● Provided material
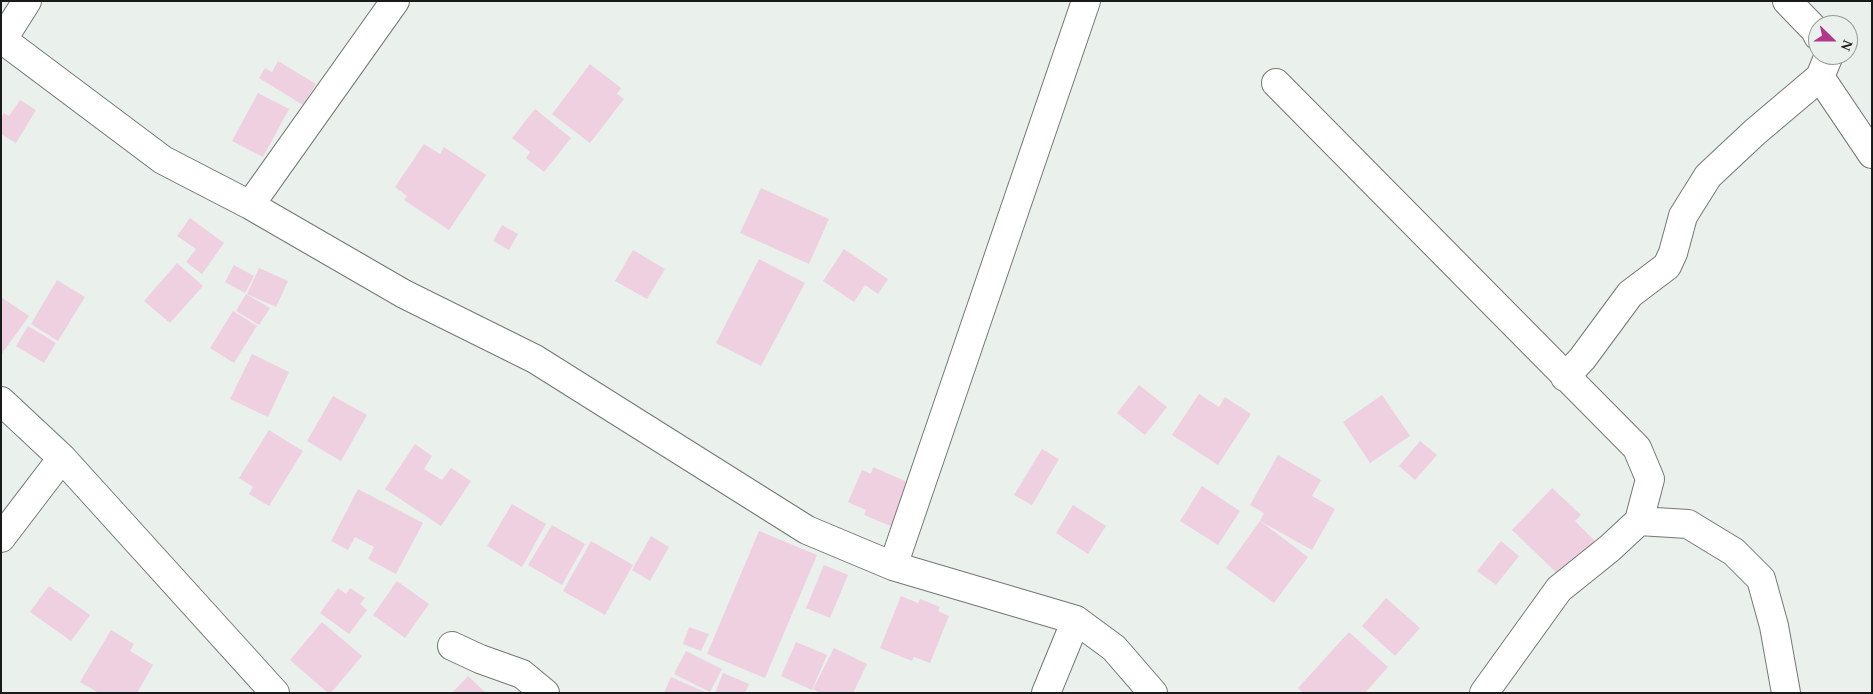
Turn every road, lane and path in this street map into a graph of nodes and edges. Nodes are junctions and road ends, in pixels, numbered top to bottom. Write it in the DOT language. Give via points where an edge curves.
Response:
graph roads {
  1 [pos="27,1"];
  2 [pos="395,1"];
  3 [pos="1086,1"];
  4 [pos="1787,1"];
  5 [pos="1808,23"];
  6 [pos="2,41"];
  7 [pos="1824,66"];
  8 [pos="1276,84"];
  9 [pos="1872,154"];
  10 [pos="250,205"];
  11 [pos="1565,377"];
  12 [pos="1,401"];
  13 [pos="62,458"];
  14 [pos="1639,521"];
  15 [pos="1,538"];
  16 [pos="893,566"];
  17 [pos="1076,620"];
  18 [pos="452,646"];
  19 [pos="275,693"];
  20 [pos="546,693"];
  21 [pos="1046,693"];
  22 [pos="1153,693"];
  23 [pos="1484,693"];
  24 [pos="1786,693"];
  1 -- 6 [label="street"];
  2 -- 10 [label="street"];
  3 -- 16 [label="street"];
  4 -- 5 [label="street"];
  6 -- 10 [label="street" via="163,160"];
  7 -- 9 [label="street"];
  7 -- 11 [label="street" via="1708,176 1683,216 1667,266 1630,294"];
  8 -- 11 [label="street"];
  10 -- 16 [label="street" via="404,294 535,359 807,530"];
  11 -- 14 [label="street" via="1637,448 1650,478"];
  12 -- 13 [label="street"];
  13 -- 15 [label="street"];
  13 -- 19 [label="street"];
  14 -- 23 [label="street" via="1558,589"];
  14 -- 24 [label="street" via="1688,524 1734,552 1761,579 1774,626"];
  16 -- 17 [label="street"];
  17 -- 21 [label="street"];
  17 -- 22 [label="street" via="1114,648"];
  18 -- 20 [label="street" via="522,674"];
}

● Exercise objective
If a picture appears in the records, omit it and print everything else exactly.

● Output of the exercise
Turn every road, lane and path in this street map into a graph of nodes and edges. Nodes are junctions and road ends, in pixels, numbered top to bottom. Write it in the DOT language. Give via points where an edge curves.
Response:
graph roads {
  1 [pos="27,1"];
  2 [pos="395,1"];
  3 [pos="1086,1"];
  4 [pos="1787,1"];
  5 [pos="1808,23"];
  6 [pos="2,41"];
  7 [pos="1824,66"];
  8 [pos="1276,84"];
  9 [pos="1872,154"];
  10 [pos="250,205"];
  11 [pos="1565,377"];
  12 [pos="1,401"];
  13 [pos="62,458"];
  14 [pos="1639,521"];
  15 [pos="1,538"];
  16 [pos="893,566"];
  17 [pos="1076,620"];
  18 [pos="452,646"];
  19 [pos="275,693"];
  20 [pos="546,693"];
  21 [pos="1046,693"];
  22 [pos="1153,693"];
  23 [pos="1484,693"];
  24 [pos="1786,693"];
  1 -- 6 [label="street"];
  2 -- 10 [label="street"];
  3 -- 16 [label="street"];
  4 -- 5 [label="street"];
  6 -- 10 [label="street" via="163,160"];
  7 -- 9 [label="street"];
  7 -- 11 [label="street" via="1708,176 1683,216 1667,266 1630,294"];
  8 -- 11 [label="street"];
  10 -- 16 [label="street" via="404,294 535,359 807,530"];
  11 -- 14 [label="street" via="1637,448 1650,478"];
  12 -- 13 [label="street"];
  13 -- 15 [label="street"];
  13 -- 19 [label="street"];
  14 -- 23 [label="street" via="1558,589"];
  14 -- 24 [label="street" via="1688,524 1734,552 1761,579 1774,626"];
  16 -- 17 [label="street"];
  17 -- 21 [label="street"];
  17 -- 22 [label="street" via="1114,648"];
  18 -- 20 [label="street" via="522,674"];
}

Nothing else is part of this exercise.